**ACTIVITY**
Collect every line in the records below that contains the word "Школьная".

**Stored data entries**

.....

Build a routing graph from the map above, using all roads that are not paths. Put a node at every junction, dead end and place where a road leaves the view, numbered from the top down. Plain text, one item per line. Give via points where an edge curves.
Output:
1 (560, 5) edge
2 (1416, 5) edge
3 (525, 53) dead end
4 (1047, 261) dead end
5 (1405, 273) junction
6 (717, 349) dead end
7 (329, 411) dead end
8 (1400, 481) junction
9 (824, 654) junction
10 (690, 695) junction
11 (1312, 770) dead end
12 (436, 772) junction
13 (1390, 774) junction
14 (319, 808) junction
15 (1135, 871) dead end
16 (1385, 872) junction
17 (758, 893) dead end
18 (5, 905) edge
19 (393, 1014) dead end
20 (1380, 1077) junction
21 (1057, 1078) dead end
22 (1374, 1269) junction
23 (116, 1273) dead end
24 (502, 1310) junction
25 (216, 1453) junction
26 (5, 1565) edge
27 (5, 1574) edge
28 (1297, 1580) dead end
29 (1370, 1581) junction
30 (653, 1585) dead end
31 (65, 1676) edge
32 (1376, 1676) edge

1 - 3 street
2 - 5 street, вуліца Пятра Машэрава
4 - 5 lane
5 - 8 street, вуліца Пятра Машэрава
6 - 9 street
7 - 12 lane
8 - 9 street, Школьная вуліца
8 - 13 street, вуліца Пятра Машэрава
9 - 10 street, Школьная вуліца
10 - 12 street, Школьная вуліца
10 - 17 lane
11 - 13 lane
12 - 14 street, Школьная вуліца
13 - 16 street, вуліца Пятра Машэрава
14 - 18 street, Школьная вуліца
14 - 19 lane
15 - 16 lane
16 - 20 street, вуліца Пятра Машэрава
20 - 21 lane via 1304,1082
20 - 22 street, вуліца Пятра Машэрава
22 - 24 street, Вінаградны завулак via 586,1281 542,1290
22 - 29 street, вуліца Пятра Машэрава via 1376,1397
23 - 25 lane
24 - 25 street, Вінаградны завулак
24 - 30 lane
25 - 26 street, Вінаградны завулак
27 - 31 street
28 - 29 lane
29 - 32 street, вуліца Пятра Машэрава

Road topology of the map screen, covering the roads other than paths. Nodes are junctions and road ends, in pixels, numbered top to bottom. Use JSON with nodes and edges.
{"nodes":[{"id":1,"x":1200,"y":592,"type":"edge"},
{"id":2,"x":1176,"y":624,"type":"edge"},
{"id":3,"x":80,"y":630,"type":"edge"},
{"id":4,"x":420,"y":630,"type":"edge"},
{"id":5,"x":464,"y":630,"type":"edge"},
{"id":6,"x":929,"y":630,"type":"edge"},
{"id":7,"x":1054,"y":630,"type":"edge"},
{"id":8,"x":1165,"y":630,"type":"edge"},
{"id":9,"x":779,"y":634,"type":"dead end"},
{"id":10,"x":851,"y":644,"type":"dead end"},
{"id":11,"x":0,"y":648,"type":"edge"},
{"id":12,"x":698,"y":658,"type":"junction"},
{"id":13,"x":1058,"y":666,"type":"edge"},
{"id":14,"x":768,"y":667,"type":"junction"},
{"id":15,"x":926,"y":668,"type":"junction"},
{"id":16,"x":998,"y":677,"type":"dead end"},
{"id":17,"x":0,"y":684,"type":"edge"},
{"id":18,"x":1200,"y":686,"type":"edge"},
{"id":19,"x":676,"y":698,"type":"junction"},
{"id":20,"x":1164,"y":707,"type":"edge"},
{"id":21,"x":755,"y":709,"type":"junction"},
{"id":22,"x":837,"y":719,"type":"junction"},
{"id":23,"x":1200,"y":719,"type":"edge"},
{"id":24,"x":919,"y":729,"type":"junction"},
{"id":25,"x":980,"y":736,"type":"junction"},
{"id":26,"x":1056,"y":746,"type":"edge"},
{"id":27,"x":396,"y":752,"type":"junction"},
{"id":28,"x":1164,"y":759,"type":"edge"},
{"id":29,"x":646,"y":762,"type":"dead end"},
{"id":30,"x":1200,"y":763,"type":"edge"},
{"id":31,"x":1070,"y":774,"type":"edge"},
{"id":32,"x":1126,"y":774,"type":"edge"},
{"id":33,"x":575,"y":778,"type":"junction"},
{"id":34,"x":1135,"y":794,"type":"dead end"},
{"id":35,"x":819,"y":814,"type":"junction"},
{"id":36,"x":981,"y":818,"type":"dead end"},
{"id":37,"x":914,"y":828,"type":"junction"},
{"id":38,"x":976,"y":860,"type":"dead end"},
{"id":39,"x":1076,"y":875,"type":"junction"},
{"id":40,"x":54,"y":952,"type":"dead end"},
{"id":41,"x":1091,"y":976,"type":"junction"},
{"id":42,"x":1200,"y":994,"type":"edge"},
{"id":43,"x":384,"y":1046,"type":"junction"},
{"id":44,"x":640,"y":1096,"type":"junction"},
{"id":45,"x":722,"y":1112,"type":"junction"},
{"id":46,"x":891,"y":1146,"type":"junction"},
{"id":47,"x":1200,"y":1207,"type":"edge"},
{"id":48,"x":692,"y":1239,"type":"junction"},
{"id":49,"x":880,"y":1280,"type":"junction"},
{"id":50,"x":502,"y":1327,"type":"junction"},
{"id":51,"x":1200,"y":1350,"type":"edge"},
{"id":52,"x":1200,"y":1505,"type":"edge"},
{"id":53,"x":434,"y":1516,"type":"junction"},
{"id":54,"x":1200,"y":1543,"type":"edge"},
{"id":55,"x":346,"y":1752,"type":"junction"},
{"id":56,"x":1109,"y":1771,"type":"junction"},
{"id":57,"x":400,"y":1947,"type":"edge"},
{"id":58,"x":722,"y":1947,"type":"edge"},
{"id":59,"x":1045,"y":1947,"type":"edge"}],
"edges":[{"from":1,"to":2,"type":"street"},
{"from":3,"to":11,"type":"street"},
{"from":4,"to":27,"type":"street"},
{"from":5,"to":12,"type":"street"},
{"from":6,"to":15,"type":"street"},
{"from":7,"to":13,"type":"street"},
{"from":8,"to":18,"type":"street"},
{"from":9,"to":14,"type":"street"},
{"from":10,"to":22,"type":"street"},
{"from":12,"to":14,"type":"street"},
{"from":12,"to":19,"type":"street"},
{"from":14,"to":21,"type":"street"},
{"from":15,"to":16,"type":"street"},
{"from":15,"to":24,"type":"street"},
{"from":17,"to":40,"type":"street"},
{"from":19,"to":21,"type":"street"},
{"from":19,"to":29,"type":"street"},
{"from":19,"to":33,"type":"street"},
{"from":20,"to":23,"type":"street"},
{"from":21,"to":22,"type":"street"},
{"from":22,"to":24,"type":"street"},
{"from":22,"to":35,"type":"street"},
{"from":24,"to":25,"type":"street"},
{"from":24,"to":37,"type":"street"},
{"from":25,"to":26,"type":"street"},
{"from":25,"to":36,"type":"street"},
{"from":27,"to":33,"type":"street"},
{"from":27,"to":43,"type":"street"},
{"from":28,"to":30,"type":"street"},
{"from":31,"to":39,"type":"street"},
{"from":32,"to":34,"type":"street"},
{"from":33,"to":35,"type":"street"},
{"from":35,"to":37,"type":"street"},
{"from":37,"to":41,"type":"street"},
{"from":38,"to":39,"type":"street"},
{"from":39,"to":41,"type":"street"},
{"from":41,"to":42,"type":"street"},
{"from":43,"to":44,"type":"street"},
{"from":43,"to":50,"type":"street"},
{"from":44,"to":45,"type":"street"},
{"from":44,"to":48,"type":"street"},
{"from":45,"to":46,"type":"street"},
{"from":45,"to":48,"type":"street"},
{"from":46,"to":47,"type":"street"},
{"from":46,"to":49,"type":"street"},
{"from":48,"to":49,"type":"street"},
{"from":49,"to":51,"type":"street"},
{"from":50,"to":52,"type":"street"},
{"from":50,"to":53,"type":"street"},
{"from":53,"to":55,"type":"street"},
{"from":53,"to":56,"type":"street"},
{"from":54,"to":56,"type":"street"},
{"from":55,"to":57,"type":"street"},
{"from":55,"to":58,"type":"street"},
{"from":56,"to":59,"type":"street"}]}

.....

**EXERCISE RESULT**
8 - 9 street, Школьная вуліца
9 - 10 street, Школьная вуліца
10 - 12 street, Школьная вуліца
12 - 14 street, Школьная вуліца
14 - 18 street, Школьная вуліца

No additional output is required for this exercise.